Japanese, Chinese and Koreans the world over are gasping in horror at this very moment


----------



## Jynxgirl (Nov 27, 2009)

Ahhh.. glad to see other nationalities being told the way they do things is the wrong way  It gets old hearing it over and over hear that the american way is ALWAYS the wrong way even though the whatever nationality that is speaking to me stuff usually doesnt taste good to me so their way isnt the right way for ME.


----------



## ccr (Jun 20, 2010)

Jynxgirl said:


> Ahhh.. glad to see other nationalities being told the way they do things is the wrong way  It gets old hearing it over and over hear that the american way is ALWAYS the wrong way even though the whatever nationality that is speaking to me stuff usually doesnt taste good to me so their way isnt the right way for ME.


The only tea that "y'all Texans" drink is ice tea anyway...


----------



## Lita_Rulez (Nov 4, 2010)

Artrat said:


> Japanese, Chinese and Koreans the world over are gasping in horror at this very moment


My thoughts exactly.

After all, the right temperature for tea is something I learned from Japan...


----------



## Lita_Rulez (Nov 4, 2010)

ccr said:


> The only tea that "y'all Texans" drink is ice tea anyway...


That's not entirely accurate.

They mostly drink Texas Iced Tea* (a mild variation on the Long Island Iced Tea, which was too strong for those "tough" stetsons...) !







*that every one outside Texas calls Mexican Iced Tea


----------



## Jynxgirl (Nov 27, 2009)

Lita_Rulez said:


> That's not entirely accurate.
> 
> They mostly drink Texas Iced Tea* (a mild variation on the Long Island Iced Tea, which was too strong for those "tough" stetsons...)
> 
> *that every one outside Texas calls Mexican Iced Tea


I thought all tea was tea.... One doesnt have to differentiate a 'type'. You just order tea. And it damn well better be sweet tea that gets placed in front of someone asking for tea. If you dont want sweet tea, get out of Texas 

(I dont even drink tea) 

How does the arabic local tea stuff stack up against the indian, english, and other teas? I about have to gag myself to drink it but it is very offensive to not drink it (I have been told).


----------



## cami (Aug 11, 2010)

Lita_Rulez said:


> You can not boil tea !!![:QUOTE]
> 
> i second this. you destroy all the active flavonoids in the leaves if you boil it. you've got to boio the water, and then either immerse the leaves and keep them in water for under 1 min, or you pour the boiling water over a quantity of leaves, dry or fresh, which varies depending on the tea you want and the concentration you want. it's not advisable to put it in the fridge either once you made it.


----------



## ccr (Jun 20, 2010)

Lita_Rulez said:


> They mostly drink Texas Iced Tea* (a mild variation on the Long Island Iced Tea, which was too strong for those "tough" stetsons...) !
> 
> *that every one outside Texas calls Mexican Iced Tea


For someone from Texas, I have never heard of Texas Iced Tea before... 

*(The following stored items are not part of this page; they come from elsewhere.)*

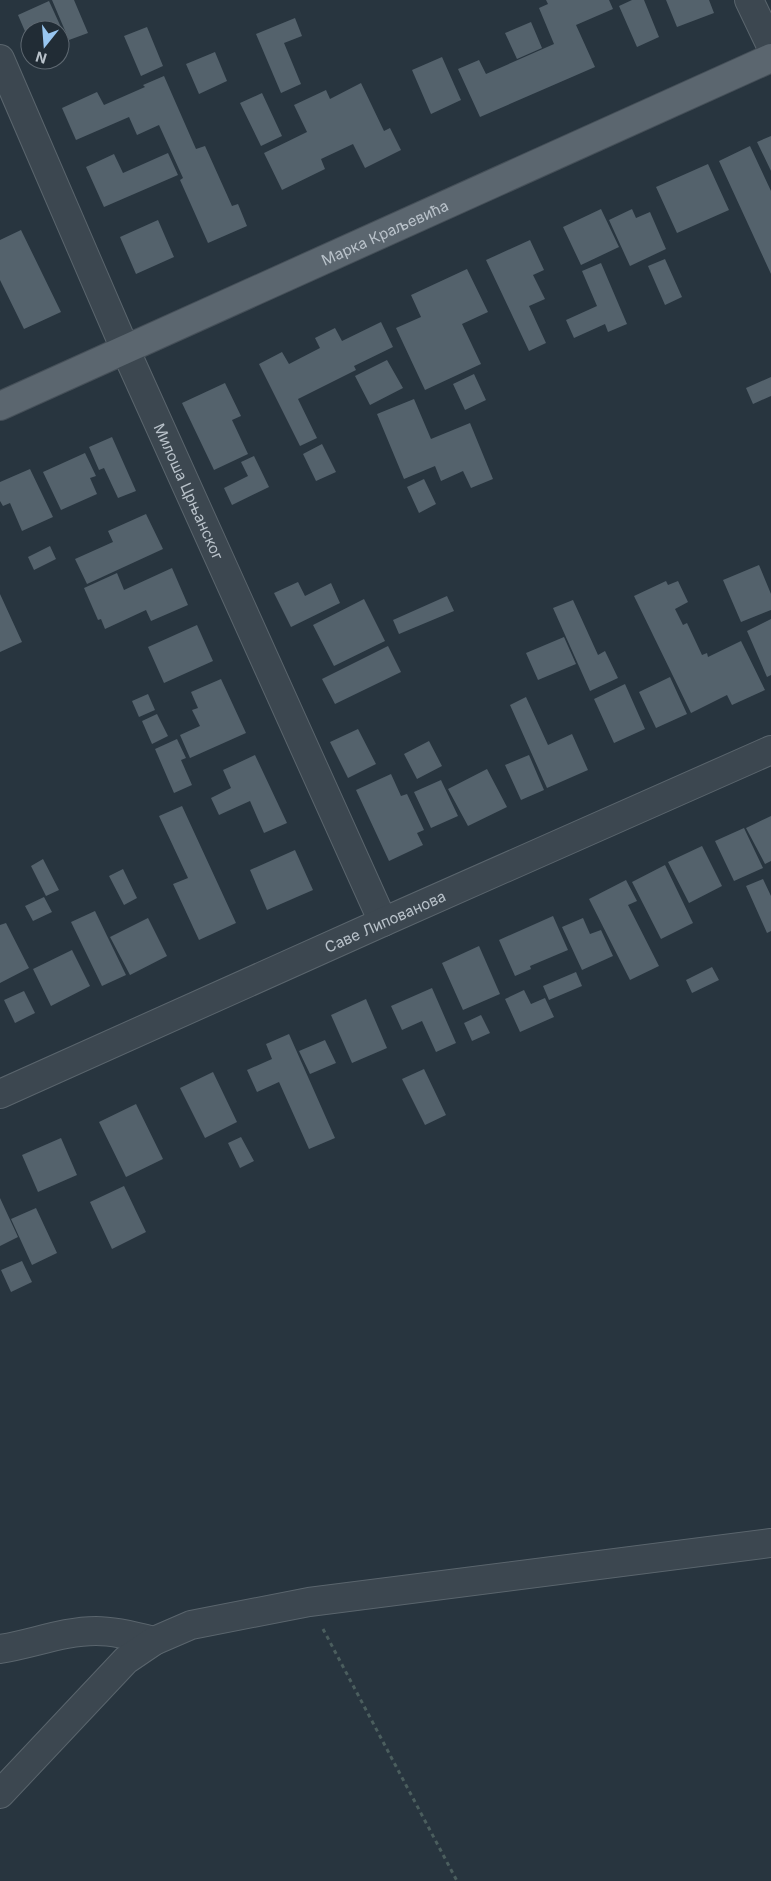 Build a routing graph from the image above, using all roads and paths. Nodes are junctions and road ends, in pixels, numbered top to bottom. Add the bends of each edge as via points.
1 (749, 0) edge
2 (771, 46) edge
3 (771, 58) edge
4 (0, 59) edge
5 (125, 349) junction
6 (0, 406) edge
7 (771, 750) edge
8 (382, 922) junction
9 (0, 1094) edge
10 (771, 1544) edge
11 (309, 1602) junction
12 (154, 1641) junction
13 (0, 1649) edge
14 (0, 1794) edge
15 (457, 1881) edge

1 - 2 street
3 - 5 main road, Марка Краљевића
4 - 5 street, Милоша Црњанског
5 - 6 main road, Марка Краљевића
5 - 8 street, Милоша Црњанског
7 - 8 street, Саве Липованова
8 - 9 street, Саве Липованова
10 - 11 street
11 - 12 street via 191,1625
11 - 15 path
12 - 13 street via 119,1633 76,1632
12 - 14 street via 126,1660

Or Mexican Iced Tea neither...


----------



## nm62 (Dec 11, 2008)

:roll::roll::roll:

i just cannot stop laughing!!!!:spit:

Oh my God!!!
India is going to make tea as a national beverage.... :ranger:
*
"Japanese, Chinese and Koreans the world over are gasping in horror at this very moment"* 

Now India will teach everyone how to make tea:tongue1:
i hope they do not need an oxygen cylinder or incubator 


Tea with milk, sugar and a dash of patriotism - The National


----------



## pamela0810 (Apr 5, 2010)

Did you actually read the article or did you just blindly post it having no idea what it's all about?

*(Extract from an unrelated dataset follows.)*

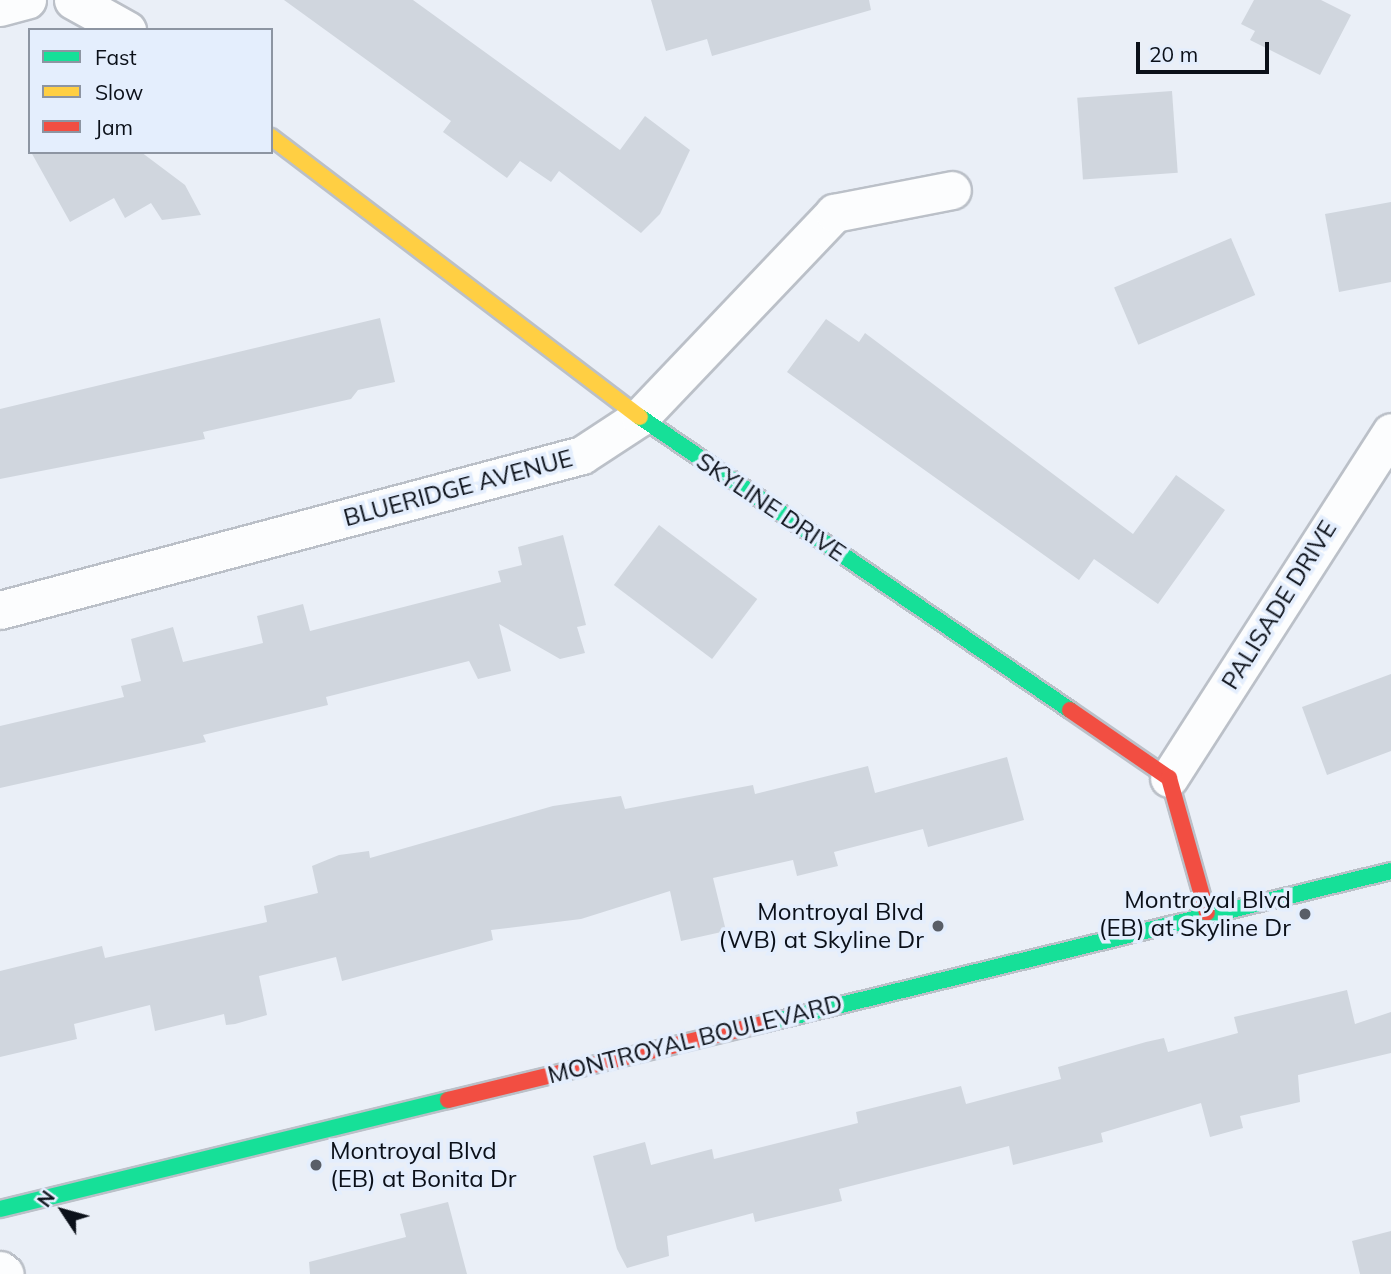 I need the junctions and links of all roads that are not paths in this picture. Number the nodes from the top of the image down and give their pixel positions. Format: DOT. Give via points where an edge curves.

There is no reference of India teaching the rest of the world how to make tea. The article is about how to increase consumption of tea within the country itself.


----------



## nm62 (Dec 11, 2008)

yeah !!! 
i know the article does not say about teaching it!!!
i meant nationalism... they will own it as a national asset

Sorry forgot to add these lines....
i was relating it to this statement
"When you look at a tiger, you are not just seeing a tiger; if you know it is the national animal of India then you look at it differently. It will be the same with tea," said Mr Halder.


----------



## pamela0810 (Apr 5, 2010)

So if you know that the article has no mention about India teaching the rest of the world how to make tea then how did you reach that conclusion and make such a sweeping statement. You're just making yourself look silly, aren't you? 

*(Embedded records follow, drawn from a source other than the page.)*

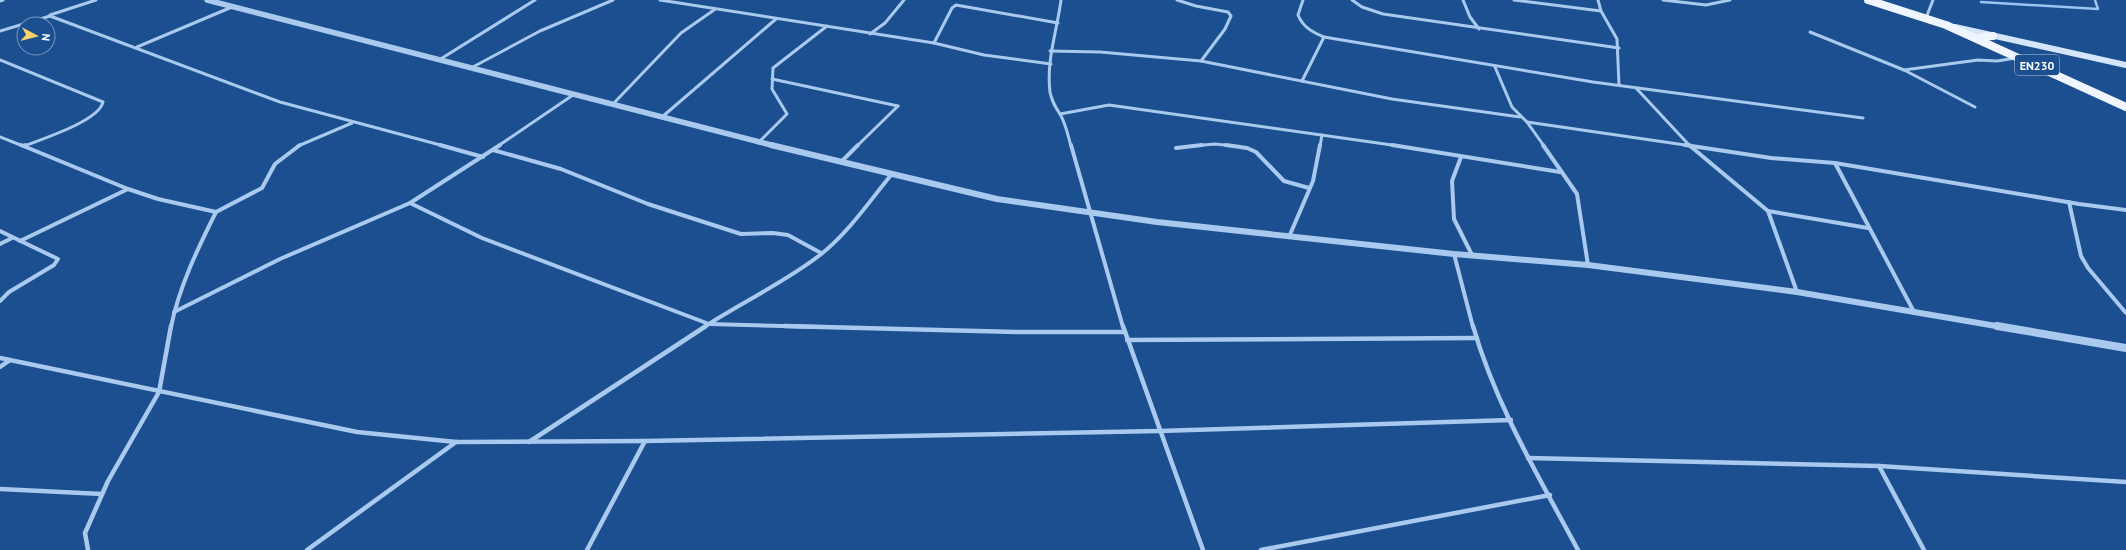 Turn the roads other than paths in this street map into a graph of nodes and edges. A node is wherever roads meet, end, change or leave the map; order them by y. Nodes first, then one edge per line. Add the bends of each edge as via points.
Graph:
1 (96, 0) edge
2 (207, 0) edge
3 (535, 0) edge
4 (613, 0) edge
5 (660, 0) edge
6 (904, 0) edge
7 (1061, 0) edge
8 (1177, 0) edge
9 (1303, 0) edge
10 (1352, 0) edge
11 (1463, 0) edge
12 (1514, 0) edge
13 (1598, 0) edge
14 (1663, 0) edge
15 (1730, 0) edge
16 (1868, 0) edge
17 (1933, 0) edge
18 (233, 6) junction
19 (715, 9) junction
20 (1601, 10) junction
21 (50, 16) edge
22 (56, 18) edge
23 (1926, 18) junction
24 (776, 19) junction
25 (1058, 23) junction
26 (1946, 25) junction
27 (16, 26) edge
28 (827, 26) junction
29 (1479, 29) junction
30 (0, 32) edge
31 (1810, 32) dead end
32 (870, 34) junction
33 (1993, 36) junction
34 (1324, 37) junction
35 (1984, 42) junction
36 (934, 43) junction
37 (137, 47) junction
38 (1619, 48) junction
39 (1050, 51) junction
40 (2021, 57) junction
41 (0, 60) edge
42 (439, 60) junction
43 (1201, 61) junction
44 (1051, 64) junction
45 (2126, 65) edge
46 (1495, 67) junction
47 (470, 68) junction
48 (1904, 70) junction
49 (772, 79) junction
50 (1302, 82) junction
51 (1619, 86) junction
52 (1635, 88) junction
53 (573, 95) junction
54 (613, 104) junction
55 (1975, 106) dead end
56 (2126, 107) edge
57 (1060, 114) junction
58 (662, 117) junction
59 (1520, 117) junction
60 (1863, 118) dead end
61 (352, 122) junction
62 (1527, 122) junction
63 (1322, 135) junction
64 (0, 137) edge
65 (758, 143) junction
66 (24, 146) junction
67 (1691, 147) junction
68 (1176, 148) dead end
69 (493, 150) junction
70 (483, 157) junction
71 (1461, 158) junction
72 (839, 163) junction
73 (1835, 163) junction
74 (1560, 172) junction
75 (891, 175) junction
76 (128, 188) junction
77 (1309, 188) junction
78 (2069, 202) junction
79 (410, 203) junction
80 (2126, 210) edge
81 (1768, 211) junction
82 (216, 212) junction
83 (1089, 213) junction
84 (1868, 228) junction
85 (0, 230) edge
86 (12, 238) junction
87 (1289, 238) junction
88 (20, 240) junction
89 (0, 244) edge
90 (821, 253) junction
91 (1454, 254) junction
92 (1472, 255) junction
93 (1588, 265) junction
94 (1797, 292) junction
95 (0, 301) edge
96 (1913, 310) junction
97 (174, 312) junction
98 (2126, 313) edge
99 (709, 324) junction
100 (1125, 332) junction
101 (1477, 338) junction
102 (1127, 340) junction
103 (2126, 348) edge
104 (0, 358) edge
105 (10, 360) junction
106 (0, 367) edge
107 (159, 392) junction
108 (1511, 420) junction
109 (1159, 431) junction
110 (645, 441) junction
111 (456, 442) junction
112 (528, 443) junction
113 (1528, 458) junction
114 (1878, 466) junction
115 (2126, 482) edge
116 (0, 489) edge
117 (102, 494) junction
118 (1550, 495) junction
119 (88, 550) edge
120 (307, 550) edge
121 (588, 550) edge
122 (1203, 550) edge
123 (1261, 550) edge
124 (1578, 550) edge
125 (1924, 550) edge

1 - 21 street
2 - 18 street
3 - 42 street
4 - 47 street via 572,15
5 - 19 street
6 - 32 street via 885,23
7 - 25 street
8 - 43 street via 1228,12 1231,16 1225,29
9 - 34 street via 1298,15 1301,23 1308,30
10 - 29 street via 1362,8 1383,14
11 - 29 street via 1470,17
12 - 20 street
13 - 20 street
14 - 15 street via 1706,5
16 - 23 main road, EN230
17 - 23 street
18 - 37 street
18 - 42 street
19 - 24 street
19 - 54 street via 681,33
20 - 38 street via 1617,39
22 - 37 street
23 - 26 main road, EN230
24 - 28 street
24 - 58 street
25 - 36 street via 956,5
25 - 39 street
26 - 33 main road
26 - 35 main road, EN230
27 - 30 street
28 - 32 street
28 - 49 street via 773,68
29 - 38 street
31 - 48 street
32 - 36 street
33 - 35 main road via 1981,37
33 - 45 main road
34 - 46 street
34 - 50 street
35 - 40 main road, EN230
36 - 44 street via 984,55
37 - 61 street via 280,102
38 - 51 street
39 - 43 street via 1100,52
39 - 44 street
40 - 48 street
40 - 56 main road, EN230
41 - 66 street via 104,102 88,119
42 - 47 street
43 - 50 street
44 - 57 street via 1050,91 1054,107
46 - 51 street
46 - 59 street via 1512,107
47 - 53 street
48 - 55 street
49 - 65 street via 772,89 787,114
49 - 72 street via 898,106
50 - 59 street
51 - 52 street
52 - 60 street via 1790,111
52 - 67 street
53 - 54 street
53 - 69 street
54 - 58 street
57 - 63 street via 1109,105
57 - 83 street
58 - 65 street
59 - 62 street
61 - 70 street
61 - 82 street via 285,153 271,168 267,183 262,188
62 - 67 street
62 - 74 street
63 - 71 street
63 - 77 street via 1313,181
64 - 66 street
65 - 72 street
66 - 76 street
67 - 73 street via 1771,158
67 - 81 street
68 - 77 street via 1216,144 1247,148 1256,152 1284,181
69 - 70 street
69 - 90 street via 561,169 648,204 741,234 773,233 788,236
70 - 79 street
71 - 74 street
71 - 92 street via 1452,181 1454,219
72 - 75 street
73 - 78 street
73 - 84 street
74 - 93 street via 1577,194
75 - 83 street via 997,199
75 - 90 street via 835,241
76 - 82 street via 158,199
76 - 88 street
77 - 87 street
78 - 80 street
78 - 98 street via 2082,256 2088,268
79 - 97 street via 280,259
79 - 99 street via 482,238
81 - 84 street
81 - 94 street
82 - 97 street via 199,247
83 - 87 street
83 - 100 street
84 - 96 street
85 - 86 street
86 - 88 street
86 - 89 street
87 - 91 street
88 - 95 street via 58,260 9,292
90 - 99 street via 791,276 752,296
91 - 92 street
91 - 101 street via 1463,295
92 - 93 street
93 - 94 street
94 - 96 street
96 - 103 street
97 - 107 street
99 - 100 street via 1016,332
99 - 112 street
100 - 102 street
101 - 102 street
101 - 108 street via 1489,375
102 - 109 street
104 - 105 street
105 - 106 street
105 - 107 street
107 - 111 street via 357,432
107 - 117 street
108 - 109 street
108 - 113 street
109 - 110 street
109 - 122 street
110 - 112 street
110 - 121 street
111 - 112 street
111 - 120 street
113 - 114 street
113 - 118 street
114 - 115 street
114 - 125 street
116 - 117 street
117 - 119 street via 85,534
118 - 123 street
118 - 124 street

Besides, did you read the statistics posted. We're one of the world's largest producers of tea, of course its a National asset. It is a major source of income for most parts of East India.


----------



## nm62 (Dec 11, 2008)

Okay pamela 0810 
you took this personally...
Sorry i did not wanted to offend any one... 

Beside that... i drink the same form of tea you drink... 
and more over both my parents are born brought up in India...

offcourse the country is known for its national asset and people look up to them to learn how to they use it... 
thats what i meant.... 
u have swept it away in other direction....


----------



## pamela0810 (Apr 5, 2010)

Now you're not making any sense. Too bad Pakistan is famous for something not so funny.


----------



## nm62 (Dec 11, 2008)

I have never been to pakistan nor to India...
i know pakistan is famous for terrorism and India is famous for regional racism...

believe me i did not wanted to offend you
:sorry::sorry::sorry:


Get :focus:


----------



## pamela0810 (Apr 5, 2010)

So now you're saying Indians are racist? Seriously, stop saying anything at all. Your profile says you're from Pakistan. Where are you from really?


----------



## nm62 (Dec 11, 2008)

Oh!!! 

you do not like my profile's nationality... 
that's the only reason u r arguing with me 
and not because of that above comment... 

okay... so you hate the flag next to my profile and not the above comment......

phew!!! i thought i had offended you from the previous comment....


----------



## pamela0810 (Apr 5, 2010)

Dude! Enough already. This is getting tiresome.


----------



## nm62 (Dec 11, 2008)

And sorrryyyy once again... i never wanted to offend any one


----------



## jojo (Sep 20, 2007)

*stop squabbling!* Enough already 

How about we just accept that we're all expats and you guys happen to be expats in Dubai!!! - So you're both foreigners! Simples!

......... oh and Indians make amazing food. Personally I cant stand tea!

Jo xxx


----------



## jojo (Sep 20, 2007)

nm62 said:


> And sorrryyyy once again... i never wanted to offend any one



Stop worrying about offending anyone - it can be a little tiresome and irritating that you keep apologising for doing so, which suggests that you think you are!. 

Jo


----------